Income Inequality - America’s Greatest Single Challenge in the Age of Technology

Wayne D. King

I believe that income inequality is the greatest single threat to our nation. If we do not begin to talk seriously about how we address this - and not the simplistic pablum that both Republicans and Democrats have fed us for the last 50 years - then the Republic is in grave danger. We will pinball from one ideologue on the right to one on the left.

"The world is shifting beneath our feet. Consider this:

1. Since 1973 wages and income for the bottom 99% of Americans have been stagnant. That means that every year growth in the economy is transferred directly into the bank accounts of 1% of the population.

2. The marginal costs of products move ever lower in response to enhanced productivity but that productivity is purchased by an unstoppable wave of technology displacing workers.

3. 94% of the jobs added to our economy since 2008 have been agency conntract part time jobs most without benefits and within the next 20 years 40-60% of all jobs that exist today will be replaced by technology.

4. For the first time in 100 years average American lifespans have gone down over the past decade. Some of this can be attributed to the Opiate crisis but a large share is the due to the fact that even a health club membership is out of reach for many Americans and expensive prescriptions are out of the question to many.

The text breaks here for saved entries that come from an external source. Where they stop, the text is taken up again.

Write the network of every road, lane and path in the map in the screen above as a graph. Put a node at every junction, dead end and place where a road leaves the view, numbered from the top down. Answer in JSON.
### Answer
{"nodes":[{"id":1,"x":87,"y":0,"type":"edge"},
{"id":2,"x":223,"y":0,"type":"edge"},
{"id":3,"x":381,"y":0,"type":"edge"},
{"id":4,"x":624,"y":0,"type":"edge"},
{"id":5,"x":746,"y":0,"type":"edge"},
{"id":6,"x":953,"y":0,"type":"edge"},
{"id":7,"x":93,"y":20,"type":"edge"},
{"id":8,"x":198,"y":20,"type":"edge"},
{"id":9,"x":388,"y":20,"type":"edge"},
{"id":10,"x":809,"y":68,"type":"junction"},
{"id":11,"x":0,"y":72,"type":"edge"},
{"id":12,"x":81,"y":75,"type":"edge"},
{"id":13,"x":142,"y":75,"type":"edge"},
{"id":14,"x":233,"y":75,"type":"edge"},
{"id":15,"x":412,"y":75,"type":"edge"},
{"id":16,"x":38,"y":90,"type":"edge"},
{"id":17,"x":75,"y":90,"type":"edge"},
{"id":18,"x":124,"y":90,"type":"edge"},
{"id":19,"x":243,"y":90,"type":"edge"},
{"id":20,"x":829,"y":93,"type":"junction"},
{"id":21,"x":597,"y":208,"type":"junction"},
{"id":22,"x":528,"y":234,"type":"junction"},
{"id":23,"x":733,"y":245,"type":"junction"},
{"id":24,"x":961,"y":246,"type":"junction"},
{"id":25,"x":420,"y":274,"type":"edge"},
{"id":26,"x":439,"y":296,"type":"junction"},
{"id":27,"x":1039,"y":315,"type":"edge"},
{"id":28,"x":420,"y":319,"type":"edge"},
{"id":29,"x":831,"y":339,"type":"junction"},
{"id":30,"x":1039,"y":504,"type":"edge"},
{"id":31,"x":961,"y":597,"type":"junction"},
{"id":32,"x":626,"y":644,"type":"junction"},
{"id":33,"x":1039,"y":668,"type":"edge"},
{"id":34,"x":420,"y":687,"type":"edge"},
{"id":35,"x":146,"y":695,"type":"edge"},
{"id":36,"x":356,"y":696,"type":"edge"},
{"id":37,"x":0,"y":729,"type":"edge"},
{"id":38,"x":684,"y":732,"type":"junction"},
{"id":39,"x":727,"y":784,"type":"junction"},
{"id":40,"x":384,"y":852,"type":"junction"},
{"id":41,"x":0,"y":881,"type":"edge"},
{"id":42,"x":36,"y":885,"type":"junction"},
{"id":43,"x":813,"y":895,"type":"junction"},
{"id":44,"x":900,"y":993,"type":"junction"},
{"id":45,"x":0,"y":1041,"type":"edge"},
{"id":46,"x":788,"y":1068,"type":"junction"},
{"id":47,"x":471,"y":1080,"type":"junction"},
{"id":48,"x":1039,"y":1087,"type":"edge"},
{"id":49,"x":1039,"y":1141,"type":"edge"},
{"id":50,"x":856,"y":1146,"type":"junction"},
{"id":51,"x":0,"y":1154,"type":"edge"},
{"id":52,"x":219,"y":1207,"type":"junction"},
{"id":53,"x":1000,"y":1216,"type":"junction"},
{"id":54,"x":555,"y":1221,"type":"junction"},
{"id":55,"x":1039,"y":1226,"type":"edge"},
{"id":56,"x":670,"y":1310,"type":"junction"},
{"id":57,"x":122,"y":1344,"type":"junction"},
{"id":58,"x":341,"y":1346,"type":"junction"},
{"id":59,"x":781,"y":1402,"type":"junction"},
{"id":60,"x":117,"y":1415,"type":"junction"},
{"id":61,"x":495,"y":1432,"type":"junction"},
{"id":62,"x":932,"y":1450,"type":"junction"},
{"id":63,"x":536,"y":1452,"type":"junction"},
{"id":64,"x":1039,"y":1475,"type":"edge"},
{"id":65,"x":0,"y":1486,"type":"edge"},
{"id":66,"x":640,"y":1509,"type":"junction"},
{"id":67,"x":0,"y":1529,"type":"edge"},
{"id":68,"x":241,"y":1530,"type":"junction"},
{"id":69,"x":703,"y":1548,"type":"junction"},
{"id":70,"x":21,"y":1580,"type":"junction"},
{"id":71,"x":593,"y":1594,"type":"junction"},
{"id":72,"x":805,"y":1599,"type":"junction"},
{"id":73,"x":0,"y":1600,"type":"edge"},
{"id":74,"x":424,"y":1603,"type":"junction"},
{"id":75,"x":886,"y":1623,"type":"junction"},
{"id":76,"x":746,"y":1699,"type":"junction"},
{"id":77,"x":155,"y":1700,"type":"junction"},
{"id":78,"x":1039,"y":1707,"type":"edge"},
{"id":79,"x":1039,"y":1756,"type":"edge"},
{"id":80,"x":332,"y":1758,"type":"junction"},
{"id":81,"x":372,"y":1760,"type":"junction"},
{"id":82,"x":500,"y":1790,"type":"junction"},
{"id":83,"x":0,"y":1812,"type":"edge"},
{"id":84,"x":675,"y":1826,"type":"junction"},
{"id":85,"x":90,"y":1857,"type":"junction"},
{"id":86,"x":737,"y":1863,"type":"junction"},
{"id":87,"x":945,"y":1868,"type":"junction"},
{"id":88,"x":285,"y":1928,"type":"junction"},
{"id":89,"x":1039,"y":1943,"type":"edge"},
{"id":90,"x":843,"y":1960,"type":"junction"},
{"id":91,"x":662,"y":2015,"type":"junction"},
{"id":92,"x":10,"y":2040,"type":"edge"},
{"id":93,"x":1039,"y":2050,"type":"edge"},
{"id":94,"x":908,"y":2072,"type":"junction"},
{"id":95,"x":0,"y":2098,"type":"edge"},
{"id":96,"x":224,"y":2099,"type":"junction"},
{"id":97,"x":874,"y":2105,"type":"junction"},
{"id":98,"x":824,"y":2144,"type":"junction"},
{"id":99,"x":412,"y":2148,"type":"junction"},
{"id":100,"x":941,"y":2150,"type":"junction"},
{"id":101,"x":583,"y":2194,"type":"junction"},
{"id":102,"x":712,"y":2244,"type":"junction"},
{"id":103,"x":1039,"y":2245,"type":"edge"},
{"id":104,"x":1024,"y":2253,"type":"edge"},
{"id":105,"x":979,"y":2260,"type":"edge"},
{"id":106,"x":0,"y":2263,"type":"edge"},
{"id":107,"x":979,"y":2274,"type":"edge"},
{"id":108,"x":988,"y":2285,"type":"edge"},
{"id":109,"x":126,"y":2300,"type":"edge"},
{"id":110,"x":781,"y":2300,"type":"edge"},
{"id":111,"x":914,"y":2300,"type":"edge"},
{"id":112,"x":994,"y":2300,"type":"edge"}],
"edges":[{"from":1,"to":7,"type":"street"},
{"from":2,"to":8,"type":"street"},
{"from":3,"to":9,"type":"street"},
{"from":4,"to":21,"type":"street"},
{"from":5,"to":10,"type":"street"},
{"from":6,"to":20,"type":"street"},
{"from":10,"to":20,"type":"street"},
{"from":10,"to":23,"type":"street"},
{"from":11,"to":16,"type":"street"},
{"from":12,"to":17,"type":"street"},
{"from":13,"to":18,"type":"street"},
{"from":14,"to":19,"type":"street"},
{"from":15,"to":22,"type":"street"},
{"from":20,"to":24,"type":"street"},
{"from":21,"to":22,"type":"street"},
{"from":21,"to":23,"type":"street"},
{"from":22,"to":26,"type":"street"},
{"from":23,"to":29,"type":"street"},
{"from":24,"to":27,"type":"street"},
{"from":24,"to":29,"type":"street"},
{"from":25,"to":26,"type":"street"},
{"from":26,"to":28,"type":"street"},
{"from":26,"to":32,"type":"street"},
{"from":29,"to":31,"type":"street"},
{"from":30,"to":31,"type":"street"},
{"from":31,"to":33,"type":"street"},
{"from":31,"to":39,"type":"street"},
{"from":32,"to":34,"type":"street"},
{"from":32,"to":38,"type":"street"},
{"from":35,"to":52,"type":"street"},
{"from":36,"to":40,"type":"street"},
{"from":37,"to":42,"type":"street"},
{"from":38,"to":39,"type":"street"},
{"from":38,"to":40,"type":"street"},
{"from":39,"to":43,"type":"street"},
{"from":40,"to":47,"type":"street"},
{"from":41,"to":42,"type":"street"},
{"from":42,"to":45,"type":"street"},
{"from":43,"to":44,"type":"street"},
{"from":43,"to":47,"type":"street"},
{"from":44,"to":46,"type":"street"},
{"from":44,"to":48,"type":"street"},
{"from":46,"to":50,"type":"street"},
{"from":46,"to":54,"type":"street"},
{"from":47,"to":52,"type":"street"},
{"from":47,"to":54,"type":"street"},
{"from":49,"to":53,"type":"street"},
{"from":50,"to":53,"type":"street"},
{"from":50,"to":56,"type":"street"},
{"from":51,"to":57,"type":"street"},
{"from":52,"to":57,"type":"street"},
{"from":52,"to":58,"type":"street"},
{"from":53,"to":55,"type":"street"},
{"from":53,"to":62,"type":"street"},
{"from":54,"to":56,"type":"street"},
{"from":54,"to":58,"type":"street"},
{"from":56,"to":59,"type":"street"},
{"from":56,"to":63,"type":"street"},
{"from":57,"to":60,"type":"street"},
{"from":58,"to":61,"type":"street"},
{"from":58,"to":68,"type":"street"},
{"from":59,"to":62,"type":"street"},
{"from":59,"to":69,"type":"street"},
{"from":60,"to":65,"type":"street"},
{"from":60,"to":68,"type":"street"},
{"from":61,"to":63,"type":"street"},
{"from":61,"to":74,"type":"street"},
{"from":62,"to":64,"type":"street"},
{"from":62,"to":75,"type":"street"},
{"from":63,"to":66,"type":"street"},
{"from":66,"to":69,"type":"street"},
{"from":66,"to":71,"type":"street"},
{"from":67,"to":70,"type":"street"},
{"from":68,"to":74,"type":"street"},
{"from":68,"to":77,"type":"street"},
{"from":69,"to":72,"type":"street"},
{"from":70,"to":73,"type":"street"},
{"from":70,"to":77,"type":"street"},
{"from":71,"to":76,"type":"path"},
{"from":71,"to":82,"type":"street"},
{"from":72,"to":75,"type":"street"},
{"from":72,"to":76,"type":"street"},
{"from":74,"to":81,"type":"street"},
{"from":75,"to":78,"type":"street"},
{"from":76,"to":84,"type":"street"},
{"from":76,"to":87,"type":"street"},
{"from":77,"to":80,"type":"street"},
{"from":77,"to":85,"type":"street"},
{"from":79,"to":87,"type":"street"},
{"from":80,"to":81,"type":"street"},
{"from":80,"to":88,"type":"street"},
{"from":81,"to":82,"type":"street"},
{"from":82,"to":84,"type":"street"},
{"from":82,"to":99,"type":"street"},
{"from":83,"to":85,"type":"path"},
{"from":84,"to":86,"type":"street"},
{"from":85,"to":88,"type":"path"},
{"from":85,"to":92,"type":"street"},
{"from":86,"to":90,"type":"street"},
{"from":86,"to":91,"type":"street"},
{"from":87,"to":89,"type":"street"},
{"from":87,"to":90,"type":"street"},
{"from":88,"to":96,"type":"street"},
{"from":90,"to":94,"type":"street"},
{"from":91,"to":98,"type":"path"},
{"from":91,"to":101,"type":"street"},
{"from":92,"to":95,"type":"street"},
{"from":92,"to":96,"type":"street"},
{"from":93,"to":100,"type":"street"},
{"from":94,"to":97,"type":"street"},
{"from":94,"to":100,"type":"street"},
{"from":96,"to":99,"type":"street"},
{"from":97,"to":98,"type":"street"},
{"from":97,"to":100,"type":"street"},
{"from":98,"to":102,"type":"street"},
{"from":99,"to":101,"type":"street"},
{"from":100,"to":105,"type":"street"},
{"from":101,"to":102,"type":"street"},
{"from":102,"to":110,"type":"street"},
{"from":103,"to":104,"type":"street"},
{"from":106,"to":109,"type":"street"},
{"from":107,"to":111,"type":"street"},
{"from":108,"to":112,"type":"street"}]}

I ask the same question that I asked in my column of January 1, 2018 ("A Steady Hand and an Open Heart" http://bit.ly/ASteadyHand) Who will buy the products when technology has replaced the human hands that once made them? To whom will those products be delivered when the trucks delivering them are driverless or they are flown through the air by drones? Where will we employ the taxi drivers, the line workers, the coal miners?"

Every American has contributed to the success of our economy for 500 years. We must find a way to share in those fruits in order to unleash a new entrepreneurial vision and spirit and to shrink the need for a safety net because more people are sharing in our economic success.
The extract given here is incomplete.